There are multiple techniques under the second order effect. The G, F K, and L functions have results that are indifferent. Although in terms of execution, K and L uses a moving kernel. But what sets the L-function apart is its horizontal envelope which makes it easier to interpret. It is horizontal because it is Besag's transformation of Ripley's K-function. Hence, we have chosen to stick with the L-function to understand the distances where clusters or regular point patterns would be produced.
L-Function
Since our analysis is over a set of points (pointwise), we would use a global = FALSE in our envelope function. To ensure a 99.9% Significance Level, we set the number of simulations to be nsim = 1999. This follows the formula for the alpha of pointwise computations where alpha = 2 * nrank / (1 + nsim) . Similar to the quadrat test, this is a statistical method that aims to disprove the null hypothesis of CSR. Hence, we’ll once again adopt the same null and alternate hypothesis with the same level of significance.
- H0: The distribution of Airbnb listings are randomly distributed
- H1: The distribution of Airbnb listings are not randomly distributed
(Alpha-value = 0.001; Significance Level = 99.9%)
The results of an L-function plot would show us the distance between events where clusters, or regular patterns, would begin to form. In the interest to draw more insights about our data, we will perform this second order effect on a smaller neighborhood level to derive distinct distances for each.
Geographically Weighted Regression
Based on Tobler’s First Law of Geography, a widely adopted principle is that everything is related with everything else, but closer things are more related than each other.
In geographically-weighted regression (GWR) models, heterogeneity in data relationships across space is examined. The geographical weighting of data implies that observations nearer each other have more influence in in determining the local regression variables and hence R2. In the context of this project, we investigate the spatial variations in price explained by various attribute data of Airbnb listings and the OSM distances from the listings to attractions in Downtown Seattle.
Geographical Weighted Regression Model
Package Used:
The ‘GWmodel’ in R was used to build the models. In the global regression model, which uses an Ordinary Least Square (OLS) method, a multiple linear regression was conducted, and all observations were weighted equally, without the influence of the listing’s geographical location. The variables included are significant at 95% level and gave an output multiple R2 of 51.93% adjusted R2 of 50.64%.
In the local regression model, an adaptive bandwidth was used as the listings are unevenly distributed in Downtown Seattle. The kernel functions are as follows:
i) Gaussian: Continuous, and weight decreases according to Gaussian curve as distance between observation and calibration points increases
ii) Exponential: Continuous, and weight decreases according to Exponential curve as distance between observation and calibration points increases
Distribution of Listings
We first narrowed the listings into the boundaries of Downtown Seattle, denoted by both the Zoning Data set and the City Clerks Neighbourhood dataset.
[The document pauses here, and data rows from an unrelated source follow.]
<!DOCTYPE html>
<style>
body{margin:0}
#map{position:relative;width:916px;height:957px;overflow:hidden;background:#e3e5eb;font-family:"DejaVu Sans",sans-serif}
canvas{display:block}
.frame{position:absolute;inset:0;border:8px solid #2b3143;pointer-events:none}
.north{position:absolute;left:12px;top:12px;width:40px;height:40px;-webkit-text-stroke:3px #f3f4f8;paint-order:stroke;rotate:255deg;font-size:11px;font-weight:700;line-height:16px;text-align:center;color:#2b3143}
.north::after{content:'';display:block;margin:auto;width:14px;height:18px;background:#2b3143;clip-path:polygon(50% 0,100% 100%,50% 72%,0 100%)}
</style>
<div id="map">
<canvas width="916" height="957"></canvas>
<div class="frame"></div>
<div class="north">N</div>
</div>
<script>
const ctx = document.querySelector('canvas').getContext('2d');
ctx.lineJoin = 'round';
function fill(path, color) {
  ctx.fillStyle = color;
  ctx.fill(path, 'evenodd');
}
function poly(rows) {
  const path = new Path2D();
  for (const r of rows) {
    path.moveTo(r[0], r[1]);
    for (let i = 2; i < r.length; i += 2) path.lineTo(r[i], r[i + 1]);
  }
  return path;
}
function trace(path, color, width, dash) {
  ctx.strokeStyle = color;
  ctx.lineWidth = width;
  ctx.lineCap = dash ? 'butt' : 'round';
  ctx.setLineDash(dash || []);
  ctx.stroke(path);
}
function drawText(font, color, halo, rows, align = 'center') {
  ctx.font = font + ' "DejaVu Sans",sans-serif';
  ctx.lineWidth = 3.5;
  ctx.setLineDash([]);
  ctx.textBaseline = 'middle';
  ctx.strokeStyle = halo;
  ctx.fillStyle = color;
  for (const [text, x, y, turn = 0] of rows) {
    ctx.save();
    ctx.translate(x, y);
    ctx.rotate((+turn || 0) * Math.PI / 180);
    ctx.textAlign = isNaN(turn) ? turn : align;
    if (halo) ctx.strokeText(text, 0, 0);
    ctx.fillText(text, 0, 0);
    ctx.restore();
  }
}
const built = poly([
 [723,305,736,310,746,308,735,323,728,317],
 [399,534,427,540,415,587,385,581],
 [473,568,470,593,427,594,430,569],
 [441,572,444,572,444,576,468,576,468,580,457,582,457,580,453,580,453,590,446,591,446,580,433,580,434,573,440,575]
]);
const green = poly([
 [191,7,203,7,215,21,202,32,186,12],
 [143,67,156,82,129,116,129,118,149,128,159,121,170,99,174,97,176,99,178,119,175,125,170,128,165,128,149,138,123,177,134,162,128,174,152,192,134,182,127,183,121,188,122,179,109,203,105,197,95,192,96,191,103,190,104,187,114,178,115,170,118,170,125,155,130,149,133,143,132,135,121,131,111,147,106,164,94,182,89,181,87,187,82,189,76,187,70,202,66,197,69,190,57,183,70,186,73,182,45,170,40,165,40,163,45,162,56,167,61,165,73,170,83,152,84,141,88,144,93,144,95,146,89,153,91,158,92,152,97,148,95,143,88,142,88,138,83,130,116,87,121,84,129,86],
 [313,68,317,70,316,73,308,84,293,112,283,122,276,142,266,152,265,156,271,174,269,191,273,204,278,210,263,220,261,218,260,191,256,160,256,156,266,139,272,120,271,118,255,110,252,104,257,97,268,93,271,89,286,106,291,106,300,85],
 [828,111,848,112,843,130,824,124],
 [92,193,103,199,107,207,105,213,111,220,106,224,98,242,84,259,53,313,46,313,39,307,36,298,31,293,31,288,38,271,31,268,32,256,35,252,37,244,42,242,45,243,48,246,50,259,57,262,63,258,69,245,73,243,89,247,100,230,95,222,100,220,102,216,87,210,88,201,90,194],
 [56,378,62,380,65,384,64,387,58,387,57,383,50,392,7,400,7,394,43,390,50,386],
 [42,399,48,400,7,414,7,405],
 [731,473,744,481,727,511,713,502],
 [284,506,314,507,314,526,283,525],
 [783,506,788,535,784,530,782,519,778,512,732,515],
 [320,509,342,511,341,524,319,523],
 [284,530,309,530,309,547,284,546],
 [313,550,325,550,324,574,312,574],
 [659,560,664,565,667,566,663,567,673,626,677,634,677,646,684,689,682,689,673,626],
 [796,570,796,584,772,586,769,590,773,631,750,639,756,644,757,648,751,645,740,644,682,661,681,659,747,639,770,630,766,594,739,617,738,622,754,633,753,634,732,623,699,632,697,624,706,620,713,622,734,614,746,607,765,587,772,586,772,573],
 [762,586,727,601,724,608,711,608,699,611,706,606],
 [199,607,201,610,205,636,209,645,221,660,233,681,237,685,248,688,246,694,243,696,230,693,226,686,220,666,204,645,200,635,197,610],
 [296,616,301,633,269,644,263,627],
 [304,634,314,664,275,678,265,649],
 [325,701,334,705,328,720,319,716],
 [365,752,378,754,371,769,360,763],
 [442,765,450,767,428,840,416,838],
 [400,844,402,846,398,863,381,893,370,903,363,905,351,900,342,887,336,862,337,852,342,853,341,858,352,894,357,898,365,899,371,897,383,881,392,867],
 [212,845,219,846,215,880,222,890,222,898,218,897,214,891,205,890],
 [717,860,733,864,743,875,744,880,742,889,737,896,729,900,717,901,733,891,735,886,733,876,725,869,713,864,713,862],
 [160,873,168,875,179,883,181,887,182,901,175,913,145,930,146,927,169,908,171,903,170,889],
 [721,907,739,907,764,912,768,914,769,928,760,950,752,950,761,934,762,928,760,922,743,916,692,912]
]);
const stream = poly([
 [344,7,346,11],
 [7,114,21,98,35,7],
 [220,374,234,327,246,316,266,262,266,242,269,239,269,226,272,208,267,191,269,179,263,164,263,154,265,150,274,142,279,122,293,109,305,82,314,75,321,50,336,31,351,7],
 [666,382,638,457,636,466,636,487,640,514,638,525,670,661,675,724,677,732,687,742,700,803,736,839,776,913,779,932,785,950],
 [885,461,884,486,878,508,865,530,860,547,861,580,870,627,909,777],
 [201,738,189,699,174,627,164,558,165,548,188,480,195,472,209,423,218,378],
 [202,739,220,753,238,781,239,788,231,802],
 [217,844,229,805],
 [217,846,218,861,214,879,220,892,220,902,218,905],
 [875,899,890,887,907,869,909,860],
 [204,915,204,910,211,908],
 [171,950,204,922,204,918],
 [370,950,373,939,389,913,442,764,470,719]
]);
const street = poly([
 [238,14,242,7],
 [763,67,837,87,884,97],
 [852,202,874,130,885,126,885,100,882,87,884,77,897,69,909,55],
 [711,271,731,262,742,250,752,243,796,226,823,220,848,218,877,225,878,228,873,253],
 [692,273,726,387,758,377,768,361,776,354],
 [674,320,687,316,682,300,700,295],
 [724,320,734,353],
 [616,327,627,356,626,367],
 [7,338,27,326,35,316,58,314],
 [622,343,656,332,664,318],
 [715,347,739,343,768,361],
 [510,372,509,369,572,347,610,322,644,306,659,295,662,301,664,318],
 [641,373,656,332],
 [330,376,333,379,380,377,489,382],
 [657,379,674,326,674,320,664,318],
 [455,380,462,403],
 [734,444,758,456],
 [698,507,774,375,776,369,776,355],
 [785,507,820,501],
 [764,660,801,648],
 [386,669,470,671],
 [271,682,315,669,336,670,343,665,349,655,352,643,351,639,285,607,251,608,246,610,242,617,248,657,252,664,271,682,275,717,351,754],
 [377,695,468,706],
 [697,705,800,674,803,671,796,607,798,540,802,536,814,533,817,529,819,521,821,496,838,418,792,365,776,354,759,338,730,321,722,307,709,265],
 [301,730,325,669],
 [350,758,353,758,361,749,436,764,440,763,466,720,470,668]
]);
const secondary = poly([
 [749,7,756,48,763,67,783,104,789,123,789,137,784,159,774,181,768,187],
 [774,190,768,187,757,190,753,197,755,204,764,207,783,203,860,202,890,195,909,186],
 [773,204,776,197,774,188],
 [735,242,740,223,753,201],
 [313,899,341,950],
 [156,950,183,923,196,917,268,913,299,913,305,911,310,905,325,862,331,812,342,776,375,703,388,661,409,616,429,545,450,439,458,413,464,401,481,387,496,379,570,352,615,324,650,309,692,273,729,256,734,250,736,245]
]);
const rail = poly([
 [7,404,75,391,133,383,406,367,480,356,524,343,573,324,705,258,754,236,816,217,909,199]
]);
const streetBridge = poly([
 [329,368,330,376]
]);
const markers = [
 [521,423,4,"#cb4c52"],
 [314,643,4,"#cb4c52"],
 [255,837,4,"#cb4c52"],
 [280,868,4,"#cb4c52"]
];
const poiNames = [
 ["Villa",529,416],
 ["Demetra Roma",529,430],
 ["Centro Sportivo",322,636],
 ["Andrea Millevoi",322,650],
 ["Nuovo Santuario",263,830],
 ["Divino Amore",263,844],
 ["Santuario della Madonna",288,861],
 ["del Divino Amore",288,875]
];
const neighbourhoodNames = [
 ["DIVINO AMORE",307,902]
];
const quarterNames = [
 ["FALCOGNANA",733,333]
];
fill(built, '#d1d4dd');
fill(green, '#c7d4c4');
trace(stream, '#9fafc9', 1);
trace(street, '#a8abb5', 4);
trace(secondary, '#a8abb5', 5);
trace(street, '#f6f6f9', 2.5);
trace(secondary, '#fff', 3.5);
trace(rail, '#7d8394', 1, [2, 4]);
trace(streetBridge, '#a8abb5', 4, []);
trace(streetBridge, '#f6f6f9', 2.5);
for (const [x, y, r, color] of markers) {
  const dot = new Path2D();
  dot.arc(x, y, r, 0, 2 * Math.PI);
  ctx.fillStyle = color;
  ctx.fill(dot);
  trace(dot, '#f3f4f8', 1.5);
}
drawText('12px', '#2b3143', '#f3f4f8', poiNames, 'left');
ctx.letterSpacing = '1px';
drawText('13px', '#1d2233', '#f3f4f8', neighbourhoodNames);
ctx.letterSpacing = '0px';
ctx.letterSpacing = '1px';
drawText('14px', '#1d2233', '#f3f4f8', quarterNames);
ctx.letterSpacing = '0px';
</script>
From the plot above, it is evident that these listings are unevenly distributed.
Variables and Feature Engineering
1. Dependent Variable: Price
The histogram plot of the prices in the Downtown area is very much left-skewed.
After removing a listing that is $0 in price, the summary statistics of Airbnb listing prices are as follows:
- Min: $39.00
- 25th percentile: $135.50
- 50th percentile (Mean): $199.00
- 75th percentile: $275.00
- Max: $999.000
2. Independent Variables:
In the Airbnb dataset, the variables which we have chosen to take a deeper look at, screened for multicollinearity and the feature engineering we have done has been summarized in the table below:
# | Variable | Description of Variable and Wrangling done |
---|---|---|
The number of guests the listing can accommodate; serves as a proxy to replace the square_area of each listing, which was omitted since more than 80% of the observations were missing | ||
Feature Engineering: Out of the 157 possible listings found in downtown listings, we categorized the amenities into 3 groups to help with discriminating the prices in Airbnb listings better. This was inspired by GuestReady’s article on the must-haves and ‘wow’ factor extras. We then computed an index value ‘AmenitiesIndex’, which weighs the count of each category of amenities the listings have. The 3 groups are namely; (1) Basic Amenities: Includes essential amenities such as Wifi, Heating, a Laptop friendly work space, Washer etc., including amenities that make up the criteria of what Airbnb defines as the minimal for a ‘Business Travel Ready’ listing. These basic amenities are present in at least 50% of listings (2) Leisure Amenities: Beyond the basics, the article suggested that guests seeking a ‘home away from home’ comfort would require a few more amenities to make their stay more comfortable; which includes amenities such as cooking basics, a dishwasher, 24 hour check ins, a pool etc. In our categorization, we defined leisure amenities as those present in only 25-50% of listings. (3) Luxury Amenities: This last group contain amenities and facilities which are more rare in nature, such as a hot tub, lock box, BBQ grill, and having a patio or balcony etc. These amenities are present in around 10-25% of the listings. From these three groupings, our understanding was that luxury amenities would best be able to differentiate the listings in terms of price. However, we cannot discount the presence of the basic and leisure amenities in providing a gauge for price as well. As such, we assigned a weight of 70% to luxury amenities, 20% to leisuire amenities and 10% to basic amenities in formulating the variable AmenitiesIndex. | ||
Categorical variable describing the type of property e.g. Boutique hotel, Condominium, Hostel | ||
Categorical variable describing the space which is listed out i.e. Entire home, Private room or Shared room | ||
Number of bathrooms available in the listing | ||
Categorical variable describing the type of bed available e.g Airbed, Couch, Sofa etc. | ||
Numerical variable of the minimum number of nights for booking to be eligible | ||
Numerical variable of the maximum number of nights a guest can book the listing | ||
Categorical variable describing the type of cancellation plan the host has for the listing e.g Strict with 14 day grace period, Super Strict 30 etc. | ||
The neighbourhood which the listing belongs in, spatially joined from City Clerks Neighbourhood data | ||
Numerical variable of the number of reviews the listing has received | ||
Numerical variable of the average rating score received by past guests; of which 235 of 1147 values were missing. Evidently, the distribution was very left skewed.
| ||
Date variable showing when the listing’s host joined Airbnb Feature engineering: We created the variable host_experience, which captures the number of days since the host_since to the scrape date. | ||
Categorical variable describing the frequency of response by the host. Takes on values such as “less than 1 hour” | ||
Binary variable showing if the listing’s host is an Airbnb superhost. A superhost needs to achieve the following:
| ||
Binary variable showing if the listing’s host has their profile verified | ||
Numerical variable describing the OpenStreetMap distance required to walk from the listing to the centroid of the following attractions: Seattle Great Wheel, Pike Place Market, Seattle Art Museum, Benaroya Concert Hall, The Seattle Aquarium, Seattle Public Library, Columbia Centre.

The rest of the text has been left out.